Difendo il diritto del nostro popolo alla pace ed alla stabilità non solo in questa regione ma nel mondo intero. Sicurezza e stabilità non potranno mai essere raggiunte in Palestina o nella regione e nel mondo finché ci sarà una politica basata sulla logica dell’occupazione e dell’imposizione delle cose sugli uomini, sia che avvenga tramite invasione militare sia tramite occupazione, come in Palestina.

Ancora una volta oggi sono qui davanti a questo tribunale, meccanismo per la soppressione del nostro popolo e strumento di oppressione, che è incapace di porre fine alla resistenza ed è un esempio dell’incapacità dell’occupazione e delle sue politiche di imporsi alla gente. Se rivedessimo i dossier dei prigionieri dell’occupazione sionista della Palestina, scopriremmo che molti sono detenuti per la seconda o terza volta, perché il meccanismo non è riuscito ad impedire al nostro popolo o ai nostri militanti di lottare per i nostri diritti.

Questo, alla stregua di molti altri esempi del fallimento dell’occupazione e dei suoi strumenti per sopprimere il nostro popolo e per annientare la nostra resistenza, e questi tribunali rimarranno fintantoché esisterà l’occupazione che continuerà a scontrarsi con la resistenza del nostro popolo.

L’attuale politica dell’occupazione e la logica di imposizione con la forza non porteranno sicurezza ad Israele né agli altri stati coinvolti nell’occupazione. La via per raggiungere sicurezza, stabilità e pace nella regione è la fine dell’occupazione e l’implementazione delle risoluzioni della legalità internazionale riguardanti la causa palestinese, in modo da garantire un clima in cui una soluzione democratica, pacifica e umana alla crisi palestinese ed al conflitto arabo-sionista. È l’unica strada per mettere fine a violenza e spargimento di sangue da entrambe le parti.

Infine, ho già sottolineato nelle mie precedenti dichiarazioni la mia posizione rispetto alla cosiddetta "lista delle accuse", redatta per giudicarmi. Ora ribadisco la stessa posizione dopo che la vostra corte deciderà, in forma unilaterale, comica e fittizia la via per raggiungere la propria risoluzione sotto la mera immagine di un "tribunale". Le sentenze di condanna erano già conosciute previamente e pre-determinate dalle relazioni delle autorità politiche e dei servizi di sicurezza, "legittimate" dal tribunale.
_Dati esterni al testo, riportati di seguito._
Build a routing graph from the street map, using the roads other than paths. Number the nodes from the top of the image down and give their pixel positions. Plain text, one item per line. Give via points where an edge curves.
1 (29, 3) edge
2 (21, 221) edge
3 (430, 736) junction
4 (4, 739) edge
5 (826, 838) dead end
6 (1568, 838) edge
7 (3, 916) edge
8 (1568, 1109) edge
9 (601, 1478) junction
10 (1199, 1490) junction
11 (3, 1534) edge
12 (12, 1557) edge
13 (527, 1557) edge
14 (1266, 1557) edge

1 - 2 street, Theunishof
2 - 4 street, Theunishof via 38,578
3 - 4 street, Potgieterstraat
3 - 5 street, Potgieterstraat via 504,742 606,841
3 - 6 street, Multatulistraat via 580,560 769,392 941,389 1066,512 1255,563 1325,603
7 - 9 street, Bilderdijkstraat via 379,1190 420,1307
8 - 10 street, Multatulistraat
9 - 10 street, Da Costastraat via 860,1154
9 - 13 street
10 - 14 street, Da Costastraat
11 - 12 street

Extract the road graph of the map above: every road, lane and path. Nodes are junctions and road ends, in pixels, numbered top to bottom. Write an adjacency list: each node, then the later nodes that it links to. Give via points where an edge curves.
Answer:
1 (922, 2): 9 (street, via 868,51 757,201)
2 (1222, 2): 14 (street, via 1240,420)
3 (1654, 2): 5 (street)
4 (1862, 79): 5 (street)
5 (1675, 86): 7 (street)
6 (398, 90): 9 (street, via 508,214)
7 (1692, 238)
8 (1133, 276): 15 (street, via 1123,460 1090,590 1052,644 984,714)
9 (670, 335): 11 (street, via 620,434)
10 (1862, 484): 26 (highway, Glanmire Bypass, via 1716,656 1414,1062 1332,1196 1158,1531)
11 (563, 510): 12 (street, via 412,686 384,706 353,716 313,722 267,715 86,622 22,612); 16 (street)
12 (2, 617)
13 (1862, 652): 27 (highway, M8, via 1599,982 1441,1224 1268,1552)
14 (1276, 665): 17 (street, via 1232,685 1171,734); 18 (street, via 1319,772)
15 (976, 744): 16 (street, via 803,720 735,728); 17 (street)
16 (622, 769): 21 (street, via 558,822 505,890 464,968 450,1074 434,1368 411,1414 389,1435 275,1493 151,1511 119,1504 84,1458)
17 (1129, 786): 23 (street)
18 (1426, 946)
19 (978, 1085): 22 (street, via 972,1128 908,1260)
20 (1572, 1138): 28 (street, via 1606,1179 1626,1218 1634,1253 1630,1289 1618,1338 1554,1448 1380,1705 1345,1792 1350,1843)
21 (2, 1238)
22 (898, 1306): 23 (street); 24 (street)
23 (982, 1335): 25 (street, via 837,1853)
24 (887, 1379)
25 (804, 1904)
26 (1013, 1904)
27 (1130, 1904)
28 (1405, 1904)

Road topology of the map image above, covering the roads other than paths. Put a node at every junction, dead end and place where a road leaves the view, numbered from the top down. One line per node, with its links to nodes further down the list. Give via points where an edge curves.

Questo è il fondamento della mia posizione: sono orgoglioso del popolo Palestinese e della sua resistenza politica e nazionale e della loro giusta lotta per raggiungere i suoi diritti nazionali. Allo stesso modo sono orgoglioso della fiducia accordatami dal Comitato Centrale del Fronte Popolare per la Liberazione della Palestina, eleggendomi alla carica di Segretario Generale, e mi dispiace di non essere stato in grado di svolgere pienamente i miei compiti. In primo luogo a causa della detenzione da parte dell’Autorità Nazionale Palestinese (ANP) e della perdita della mia libertà di lavorare, per più di quattro anni; in secondo luogo, a causa della mia detenzione in cui più di una parte – U.S.A., Gran Bretagna e ANP – fu complice. Ma, malgrado ciò, e sia quel che sia la sentenza che andate ad emettere ed eseguire – perché possedete la forza per farlo -, non potete fermare la lotta, insieme al mio popolo, qualunque sia lo spazio in cui potrò muovermi.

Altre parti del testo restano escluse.